Animesh's pishi arrives from hometown traveling to Mumbai on the same day they plan to leave. After much struggle they reach airport, but to their dismay they again encounter pishi. So they disguise themselves as foreigners traveling to Samarkhand. After reaching New Delhi for a layover. Bijon founds out that the flight which they has supposed to travel(As they all have told to their respective wives, even pishi is on same flight) is hijacked by terrorists, which makes him panicked. After reaching Tashkent, they all meet Lola their travel guide. Where they go for a city tour. Finally Bijon speaks up about Plane Hijacking incident, which shocks everyone.For more information they go back to their room to watch the news. According to the news, all of them are accused for hijacking the plane. The Uzbek authorities have ordered the arrest of suspects, which makes their life even more miserable.

More problems ensue when their wives get to know about it. And they arrive in Tashkent, staying in the same hotel. So they decided to flee to Bukhara. But another problem raises, as Indian Government has sent the RAW supported by local police to arrest them. As they are about to flee, they are almost caught by their wives, Police, and RAW. A chaotic chase takes place. At last they all are rescued by Lola and they successfully reach Bukhara. In Bukhara all are in dismay how to leave Uzbekistan. As they have been framed as hijackers, especially Ajam who is considered by media as leader. Animesh(Air Force Veteran)suggests to get inside the hijacked aircraft, rescue the passengers and prove their innocence. With the help of Lola and Uzbekistan Army. They finally get inside the Aircraft through Cargo compartment. Unfortunately, Bijon gets fainted after he accidentally hits his head. In the cargo compartment, they successfully nab one of them, who surprisingly carrying a fake rifle. As rest of the hijackers are nabbed and passengers are rescues. The leader terrorist opens fire on the group. Lola gets shot, while guarding to save Kumar. After the terrorist runs out of ammunition. Kumar takes him down in hand to hand combat and gets him arrested.

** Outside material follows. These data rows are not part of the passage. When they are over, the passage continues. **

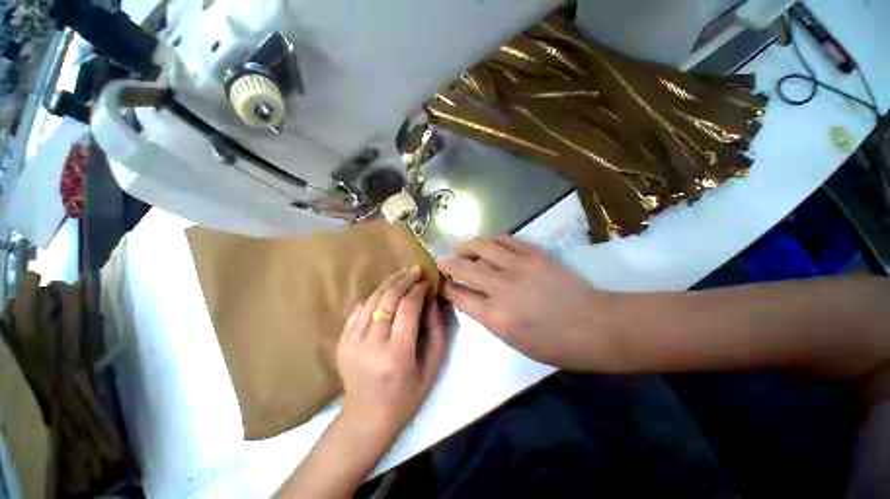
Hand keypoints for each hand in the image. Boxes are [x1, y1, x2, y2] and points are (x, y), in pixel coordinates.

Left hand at [336, 265, 447, 440]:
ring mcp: (352, 340)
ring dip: (390, 282)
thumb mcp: (432, 367)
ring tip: (404, 273)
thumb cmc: (407, 396)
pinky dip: (375, 296)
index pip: (408, 307)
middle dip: (405, 278)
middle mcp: (371, 343)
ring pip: (373, 298)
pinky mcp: (342, 340)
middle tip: (416, 268)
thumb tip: (433, 301)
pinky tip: (387, 292)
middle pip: (388, 297)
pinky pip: (360, 308)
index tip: (427, 281)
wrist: (366, 418)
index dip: (419, 289)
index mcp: (396, 353)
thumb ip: (437, 331)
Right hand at [438, 235, 618, 370]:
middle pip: (463, 268)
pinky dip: (490, 240)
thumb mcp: (512, 340)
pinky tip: (486, 243)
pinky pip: (505, 239)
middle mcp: (501, 288)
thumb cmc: (552, 344)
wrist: (594, 326)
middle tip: (442, 262)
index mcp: (495, 316)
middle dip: (447, 264)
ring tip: (461, 248)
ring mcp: (518, 266)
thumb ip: (486, 316)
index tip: (440, 283)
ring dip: (466, 247)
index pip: (458, 296)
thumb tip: (470, 297)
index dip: (445, 287)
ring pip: (482, 247)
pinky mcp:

After reaching Kolkata, they all receive a Hero's welcome by the State Government and the media. Where they are declared as RAW agents. The film ends as all the husband reconcile with wives and declared heroes. Bijon's both wives decide to stay together because of his heroism, when asked, about his other marriages he replies "I can get married due to various reasons". And they all happily leave.

==Cast==
- Dev as Kumar
- Saswata Chatterjee as Animesh Chakladar / Faruq Engineer
- Kharaj Mukherjee as Bijon Chirimar / Bichi Da / Sanjay Gowariker
- Arna Mukhopadhyay as Azam Khan
- Rajatava Dutta as Sital Roy
- Koushani Mukherjee as Anindita
- Dulal Lahiri as Kajol Sen, Kumar's father-in-law
- Puja Banerjee as Lola Jhurjhuriski
- Manasi Sinha as Sumitra
- Koneenica Banerjee as Bijoli
- Roja Paromita Dey as Saban
- Debolina Dutta as Tori
- Anamika Saha as Animesh Chakladar's paternal aunt
- Sanjib Sarkar as T. Murlidharan
- Sumit Ganguly as terrorist Azam Khan
- Pradip Dhar as Banana Eating terrorist
- Debapratim Dasgupta as Terrorist
- Bhola Tamang as Terrorist
- Hiran Chatterjee as Hiran (Special Appearance)
- Sayantani Guhathakurta as Jhuma, dance artist

==Soundtrack==

| No. | Title | Lyrics | Singer(s) | Length |
|---|---|---|---|---|
| 1. | "Sujon Majhi Re" | Raja Chanda | Abhijeet Bhattacharya | 03:28 |
| 2. | "Hobe Re Hoichoi" | Riddhi Barua | Mika Singh, Madhubanti Bagchi, Rap: Malik Sahab | 03:10 |
| 3. | "Oh Baby" | Raja Chanda | Armaan Malik, Nikhita Gandhi | 04:14 |
| 4. | "Pala Pala" | Riddhi Barua | Amit Mishra, Aditya Sengupta | 03:07 |
| 5. | "Hobe Re Hoichoi" |  | Nakash Aziz | 03:01 |
| 6. | "Hoichoi Unlimited Mashup" | Various | Various | 03:37 |

==Reception==
The Times of India gave the film 2.5 out of 5 saying, "It caters to the lowest common denominator, but that's enough to invite roars of laughter and guffaws from the audience. It will tickle your funny bone, but only if its prone for such predilection."